I recently “came out” to an old friend who I have kept in touch with over the internet. Although we have maintained regular contact, what with him being first in Mexico and now Saudi Arabia, the religious part of my life was something that had never come up in our emails – why would it? When we hung out together more than a decade or so ago, it just didn’t figure – it went without saying that we were not religious; few in our urban, graduate, left-of-centre circle would be. Irreligion was our default setting.
Anyway, we were talking about writing, and I mentioned the “religious” book I have coming out this Spring (I did warn you about the plugs) and he wrote back
Religious?
Yes, I said, didn’t I tell you about my church…?
I could almost hear the claxon sound across the Gulf of Arabia.
Church….?! Gosh.
I felt the axis of our friendship lurch. Breaking the news to a friend (to my friends, anyway, and thankfully my faith does not encourage ridding oneself of the old) is always a sensitive moment. People have default settings about religion too, particularly those of that most irreligious nation, England.
It’s not necessarily what you think, I wrote hurriedly back. It was an authenticity thing… I came to the point whereby I could not deny I had a spiritual side. Actual proofs, like the existence in God for example, seemed largely irrelevant. The important thing was for me to be true to my experience, and the Unitarians are a non-creedal religious community that allow me to do that. Really, it’s not a cult, I added (few people in the UK having even heard of Unitarianism). Here’s a link, I said. Don’t worry, I added, attempting to knock down all his ducks in one go, it’s not as happy-clappy as it looks either.
I have yet to hear back.
But it got me thinking about what Unitarianism was, funnily enough a theme continued over at my old minister Andy Pakula’s new blog, which itself picks up on a thread over at Reignite worrying over the decline in Unitarianism in the UK.
Certainly I think many Unitarians have experienced frustration. Our religion is not like other faiths. It is in fact often the opposite – bottom-up rather than top-down, led by individual experience rather than doctrinal writ. To us it does appear to embody a kind of “truth” that perfectly fits the modern world… yet it is so damn hard to make people understand what it’s about.
Part of the reason I believe is because most people are raised from an early age to believe religion must be a set of rules. If it is not, then how can it be religion (more than once I have overheard my partner, brought up Catholic, “explain”: he calls it church, but it’s not really… they can believe anything...)?
I experience the same issues in my day job – social marketing – in which I use customer insight to try and drive behaviour change, usually around public health. A key principal is to shape one’s intervention not about how you expect the world to be, but how the world is actually experienced by the target audience. This can take time – investment in research and testing – when the client often wants to jump to the solution. It’s obvious, after all, isn’t it? Can’t we just tell them? Well no, not if they not prepared to listen.

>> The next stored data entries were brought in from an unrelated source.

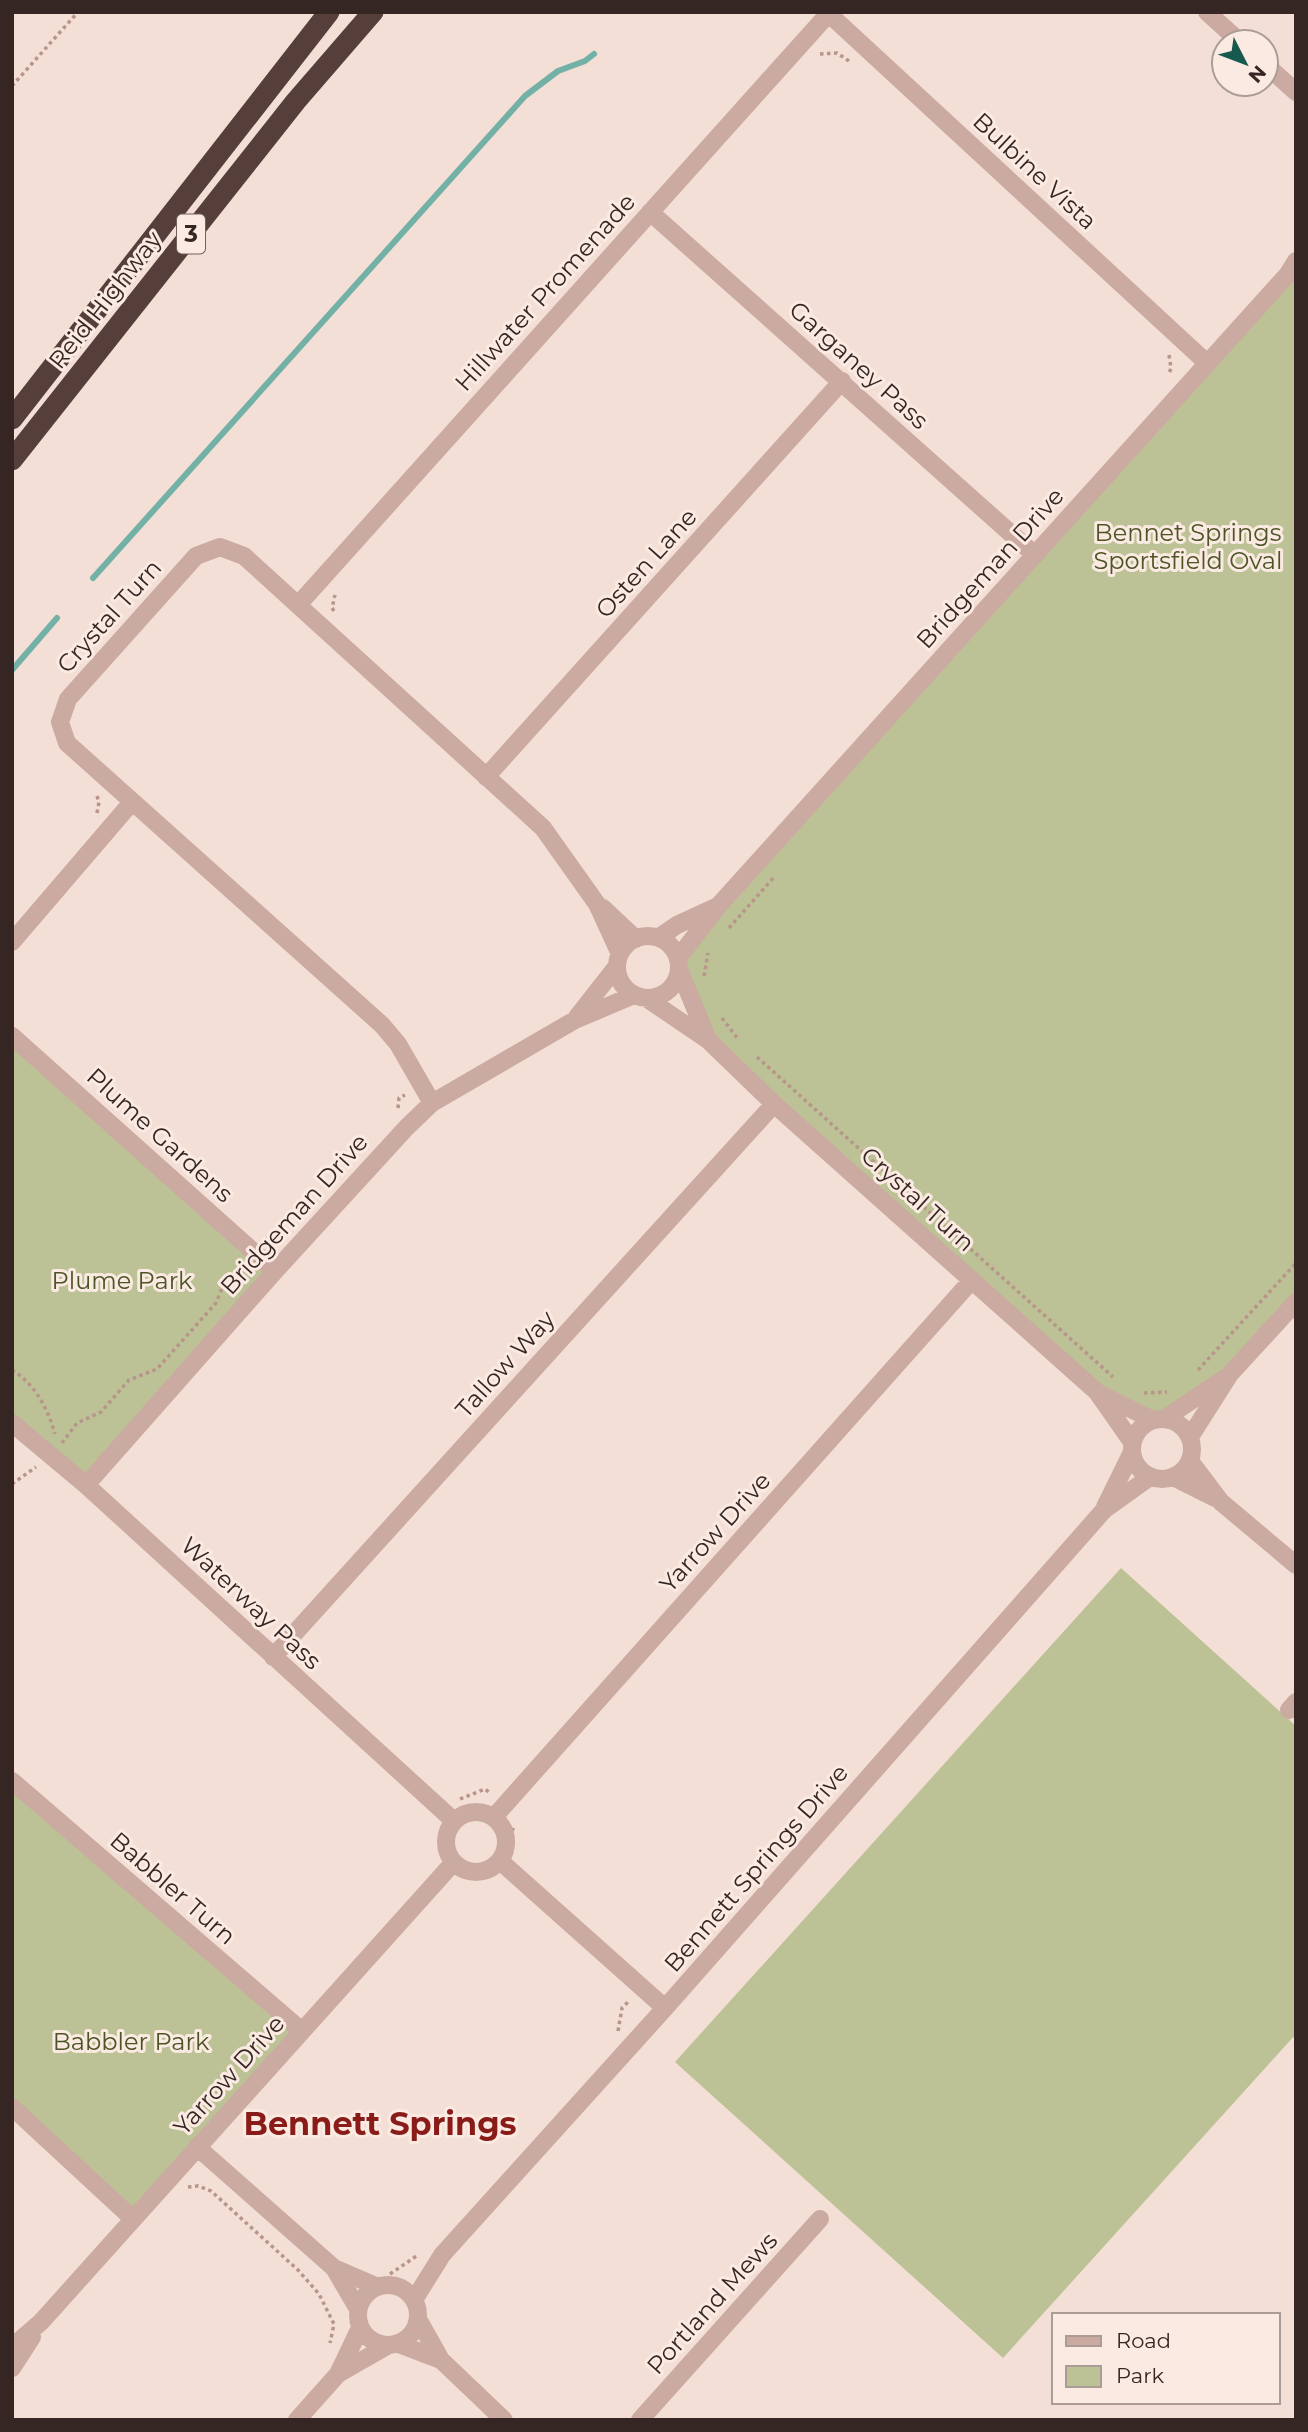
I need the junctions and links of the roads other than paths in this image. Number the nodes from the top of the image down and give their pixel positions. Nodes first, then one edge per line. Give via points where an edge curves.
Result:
1 (329, 12) edge
2 (373, 12) edge
3 (1207, 12) edge
4 (830, 13) edge
5 (1225, 28) edge
6 (1280, 78) edge
7 (1296, 92) edge
8 (650, 212) junction
9 (1296, 261) edge
10 (1207, 363) junction
11 (842, 381) junction
12 (12, 419) edge
13 (12, 460) edge
14 (1035, 555) junction
15 (298, 605) junction
16 (486, 776) junction
17 (132, 802) junction
18 (597, 904) junction
19 (719, 905) junction
20 (658, 938) junction
21 (636, 939) junction
22 (12, 942) edge
23 (619, 960) junction
24 (679, 964) junction
25 (640, 996) junction
26 (575, 1020) junction
27 (12, 1036) edge
28 (708, 1040) junction
29 (432, 1103) junction
30 (775, 1104) junction
31 (275, 1271) junction
32 (972, 1280) junction
33 (1296, 1302) edge
34 (1230, 1374) junction
35 (1097, 1392) junction
36 (1159, 1420) junction
37 (12, 1423) edge
38 (1189, 1437) junction
39 (1132, 1447) junction
40 (1190, 1461) junction
41 (1173, 1477) junction
42 (1150, 1478) junction
43 (86, 1485) junction
44 (1221, 1502) junction
45 (1104, 1510) junction
46 (1296, 1565) edge
47 (273, 1657) junction
48 (12, 1781) edge
49 (494, 1817) junction
50 (454, 1821) junction
51 (500, 1861) junction
52 (454, 1862) junction
53 (664, 2008) junction
54 (302, 2031) junction
55 (12, 2107) edge
56 (197, 2147) junction
57 (133, 2219) junction
58 (820, 2219) dead end
59 (442, 2255) junction
60 (352, 2284) junction
61 (378, 2287) junction
62 (399, 2287) junction
63 (414, 2300) junction
64 (358, 2309) junction
65 (418, 2319) junction
66 (41, 2322) junction
67 (360, 2328) junction
68 (393, 2345) junction
69 (12, 2347) edge
70 (441, 2360) junction
71 (12, 2368) edge
72 (338, 2374) junction
73 (296, 2420) edge
74 (504, 2420) edge
75 (640, 2420) edge

1 - 12 highway, Reid Highway / 3
2 - 13 highway, Reid Highway / 3 via 296,101
3 - 5 street
4 - 8 street, Hillwater Promenade
4 - 10 street, Bulbine Vista
6 - 7 street
8 - 11 street, Garganey Pass
8 - 15 street, Hillwater Promenade
9 - 10 street, Bridgeman Drive
10 - 14 street, Bridgeman Drive
11 - 14 street, Garganey Pass
11 - 16 street, Osten Lane
14 - 19 street, Bridgeman Drive
15 - 16 street, Crystal Turn
15 - 17 street, Crystal Turn via 244,556 220,547 196,556 68,699 60,722 67,743
16 - 18 street, Crystal Turn via 543,828
17 - 22 street
17 - 29 street, Crystal Turn via 382,1026 398,1044
18 - 21 street
18 - 23 street
19 - 20 street
19 - 24 street, Bridgeman Drive
20 - 21 street
20 - 24 street via 667,942
21 - 23 street via 624,948
23 - 25 street via 622,983
23 - 26 street
24 - 25 street via 672,987 664,994
24 - 28 street
25 - 26 street
25 - 28 street
26 - 29 street, Bridgeman Drive
27 - 31 street, Plume Gardens
28 - 30 street, Crystal Turn
29 - 31 street, Bridgeman Drive
30 - 32 street, Crystal Turn
30 - 47 street, Tallow Way
31 - 43 street, Bridgeman Drive
32 - 35 street, Crystal Turn
32 - 49 street, Yarrow Drive
33 - 34 street
34 - 36 street
34 - 38 street
35 - 36 street, Crystal Turn
35 - 39 street, Crystal Turn
36 - 38 street via 1174,1422
36 - 39 street via 1137,1432
37 - 43 street, Waterway Pass via 55,1452
38 - 40 street
39 - 42 street via 1140,1471
39 - 45 street, Bennett Springs Drive
40 - 41 street
40 - 44 street
41 - 42 street
41 - 44 street
42 - 45 street, Bennett Springs Drive
43 - 47 street, Waterway Pass
44 - 46 street
45 - 53 street, Bennett Springs Drive
47 - 50 street, Waterway Pass
48 - 54 street, Babbler Turn
49 - 50 street via 473,1812
49 - 51 street via 505,1833 505,1853
50 - 52 street via 446,1842
51 - 52 street via 482,1872 471,1872
51 - 53 street
52 - 54 street, Yarrow Drive
53 - 59 street, Bennett Springs Drive
54 - 56 street, Yarrow Drive
55 - 57 street
56 - 57 street, Yarrow Drive
56 - 60 street
57 - 66 street, Yarrow Drive
58 - 75 street, Portland Mews
59 - 62 street, Bennett Springs Drive
59 - 63 street, Bennett Springs Drive
60 - 61 street
60 - 64 street
61 - 62 street
61 - 64 street via 362,2299
62 - 63 street
63 - 65 street
64 - 67 street
65 - 68 street via 408,2338
65 - 70 street
66 - 69 street
66 - 71 street
67 - 68 street via 376,2343
67 - 72 street
68 - 70 street
68 - 72 street
70 - 74 street
72 - 73 street

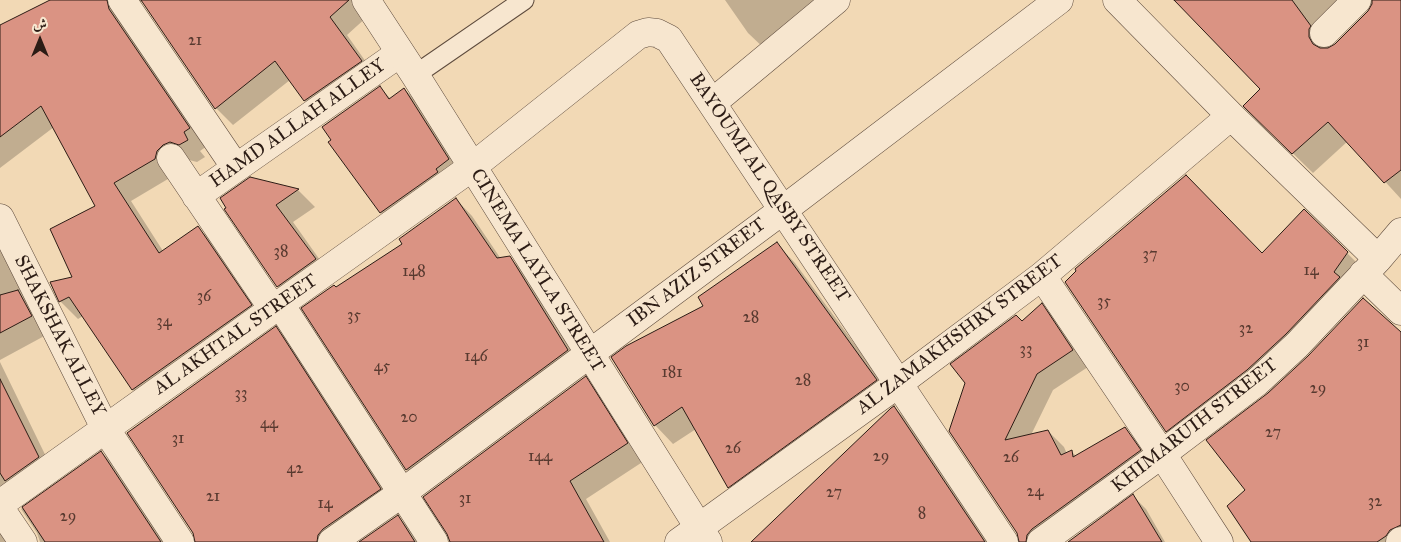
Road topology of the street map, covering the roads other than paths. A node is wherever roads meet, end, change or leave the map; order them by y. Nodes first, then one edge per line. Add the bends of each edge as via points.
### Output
1 (122, 0) edge
2 (366, 0) edge
3 (524, 0) edge
4 (836, 0) edge
5 (1059, 0) edge
6 (1118, 0) edge
7 (1356, 0) edge
8 (1324, 34) dead end
9 (408, 64) junction
10 (712, 103) junction
11 (1231, 116) junction
12 (171, 158) dead end
13 (472, 167) junction
14 (236, 168) junction
15 (196, 196) junction
16 (783, 210) junction
17 (0, 218) edge
18 (1401, 232) edge
19 (1370, 266) junction
20 (1042, 276) junction
21 (277, 307) junction
22 (1401, 311) edge
23 (589, 354) junction
24 (899, 383) junction
25 (105, 428) junction
26 (1162, 454) junction
27 (402, 494) junction
28 (0, 504) edge
29 (0, 508) edge
30 (696, 537) edge
31 (23, 542) edge
32 (180, 542) edge
33 (332, 542) edge
34 (434, 542) edge
35 (1004, 542) edge
36 (1041, 542) edge
37 (1219, 542) edge

1 - 14 street
2 - 9 street, CINEMA LAYLA STREET
3 - 9 lane
4 - 10 street
5 - 16 street, IBN AZIZ STREET
6 - 11 street
7 - 8 street
9 - 13 street, CINEMA LAYLA STREET
9 - 14 street, HAMD ALLAH ALLEY
10 - 13 street, BAYOUMI AL QASBY STREET via 670,39 648,32 638,35
10 - 16 street, BAYOUMI AL QASBY STREET
11 - 19 street
11 - 20 street, AL ZAMAKHSHRY STREET
12 - 15 street, HAMD ALLAH ALLEY
13 - 21 street, AL AKHTAL STREET
13 - 23 street, CINEMA LAYLA STREET
14 - 15 street, HAMD ALLAH ALLEY
15 - 21 street, HAMD ALLAH ALLEY
16 - 23 street, IBN AZIZ STREET
16 - 24 street, BAYOUMI AL QASBY STREET
17 - 25 street, SHAKSHAK ALLEY
18 - 19 street, KHIMARUIH STREET
19 - 22 street
19 - 26 street, KHIMARUIH STREET via 1297,345 1257,382
20 - 24 street, AL ZAMAKHSHRY STREET
20 - 26 street
21 - 25 street, AL AKHTAL STREET
21 - 27 street, HAMD ALLAH ALLEY
23 - 27 street, IBN AZIZ STREET
23 - 30 street, CINEMA LAYLA STREET
24 - 30 street, AL ZAMAKHSHRY STREET
24 - 35 street, BAYOUMI AL QASBY STREET
25 - 28 street, AL AKHTAL STREET
25 - 32 street, SHAKSHAK ALLEY
26 - 36 street, KHIMARUIH STREET
26 - 37 street
27 - 33 street, IBN AZIZ STREET
27 - 34 street, HAMD ALLAH ALLEY
29 - 31 street

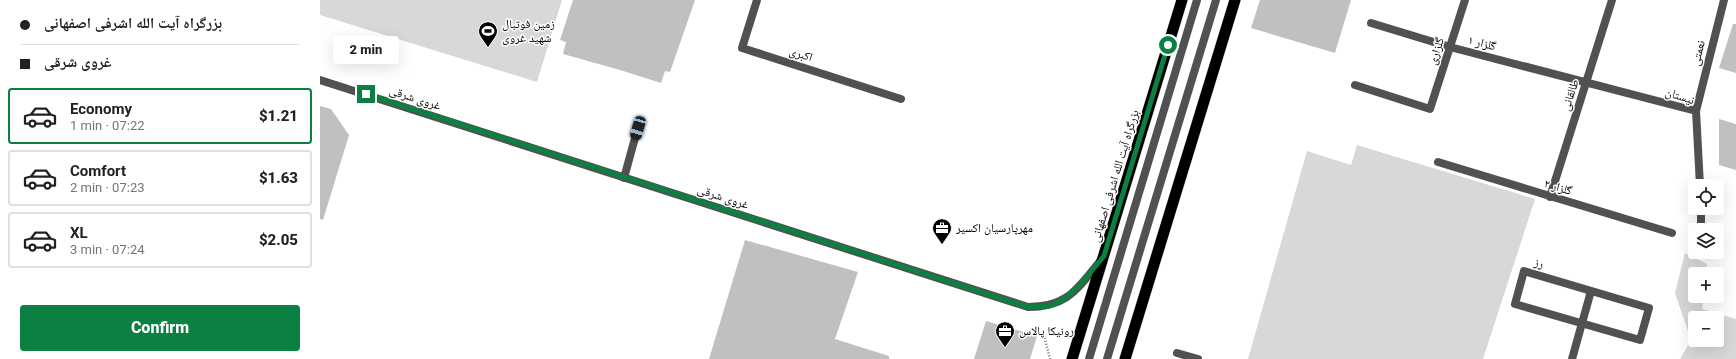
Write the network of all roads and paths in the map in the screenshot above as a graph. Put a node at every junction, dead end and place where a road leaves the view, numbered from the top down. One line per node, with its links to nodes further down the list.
1 (757, 0): 14 (street, اکبری)
2 (1182, 0): 22 (highway, بزرگراه آیت الله اشرفی اصفهانی)
3 (1197, 0): 29 (street)
4 (1216, 0): 30 (street)
5 (1234, 0): 31 (highway)
6 (1465, 0): 10 (street, گلزاری)
7 (1612, 0): 12 (street, طالقانی)
8 (1724, 0): 15 (street, نعمتی)
9 (1371, 23): 10 (street, گلزار ۱)
10 (1450, 47): 12 (street, گلزار ۱); 13 (street, گلزاری)
11 (320, 80): 18 (street, غروی شرقی)
12 (1587, 82): 15 (street, نیستان); 20 (street, طالقانی)
13 (1355, 85)
14 (901, 99)
15 (1696, 111): 19 (street, نیستان)
16 (638, 128): 18 (street)
17 (1438, 162): 20 (street, گلزار ۲)
18 (624, 178): 22 (street, غروی شرقی)
19 (1700, 179)
20 (1550, 197): 21 (street, گلزار ۲)
21 (1672, 233)
22 (1104, 256): 28 (highway, بزرگراه آیت الله اشرفی اصفهانی)
23 (1591, 291): 24 (street); 24 (street, رز); 24 (street, رز)
24 (1582, 323): 33 (street)
25 (1044, 335): 27 (path)
26 (1177, 353): 32 (street)
27 (1050, 359)
28 (1072, 359)
29 (1089, 359)
30 (1107, 359)
31 (1125, 359)
32 (1198, 359)
33 (1572, 359)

I think Unitarians face a similar challenge – we’ve got a great product, and its benefits are self-evident (to Unitarians, that is). Yet its definition as a religion does not fit the “rules” that most people – religious or not – carry from birth, no matter how much we may want things to be different.
I think the 2007 US advertising campaign Is God keeping you from going to church? tacitly acknowledged this problem and made a brave attempt to play the game according to their rules but ultimately came up short because, being Unitarian (Universalist), it could never really win. Its cognitive dissonance was too pronounced, its semantics kind of self-defeating: what’s the point of going to a church with no God? An atheist church? But surely that’s not a religion at all, and I’m religious, spiritual… I just don’t want to be bombarded with dogma. Even atheist dogma…
It was a brave attempt at selling the sense of “our secret”, but it seemed to have put the proverbial cart before horse, tried to use the language of other religions to explain our own.
Instead I think we should begin by facing up to the reality of what people want, then… take a deep breath… and actually define our faith, emphasizing what makes it special – it’s Unique Selling Point. We need to create our own set of rules before inviting people to come and play our game. Because like it or not, people need rules in a game, even in a game of no rules…
To me, Unitarianism acknowledges our unique experience of the divine and how our recognition of this uniqueness drives us to unity. This is why I’m a Unitarian, as is everyone I know (so far as I know). No other religion, to my knowledge, does this. This is our USP, but it tends to get lost in the rush to say what we’re not about, defending our goal in a game played by other religions’ rules, and thereby confusing the public, as well as ourselves.
We have to write our own rulebook rather than be judged by others’.
Just as the Buddhists are about “detachment”, the Muslims “submission under the Koran”, Christians, “love under the Bible”, we need to be “united by our unique experience of the truth” or some such.
We need to be about a religious method. There’s no getting away from it – committee-created catch-alls about “values” or bombastic over-compensation are not enough: we need to state our “rule”, even if it emphasizes our freedom, and more – we have to explicitly present it as our pathway to fulfillment.
We might not like it, but there’s no getting away from it: it’s what the public expects (and let’s face it, it’s what we believe, even though it might feel somewhat… vulgar to say so).
And from this theological kernel, begin to speak to people in a language they understand.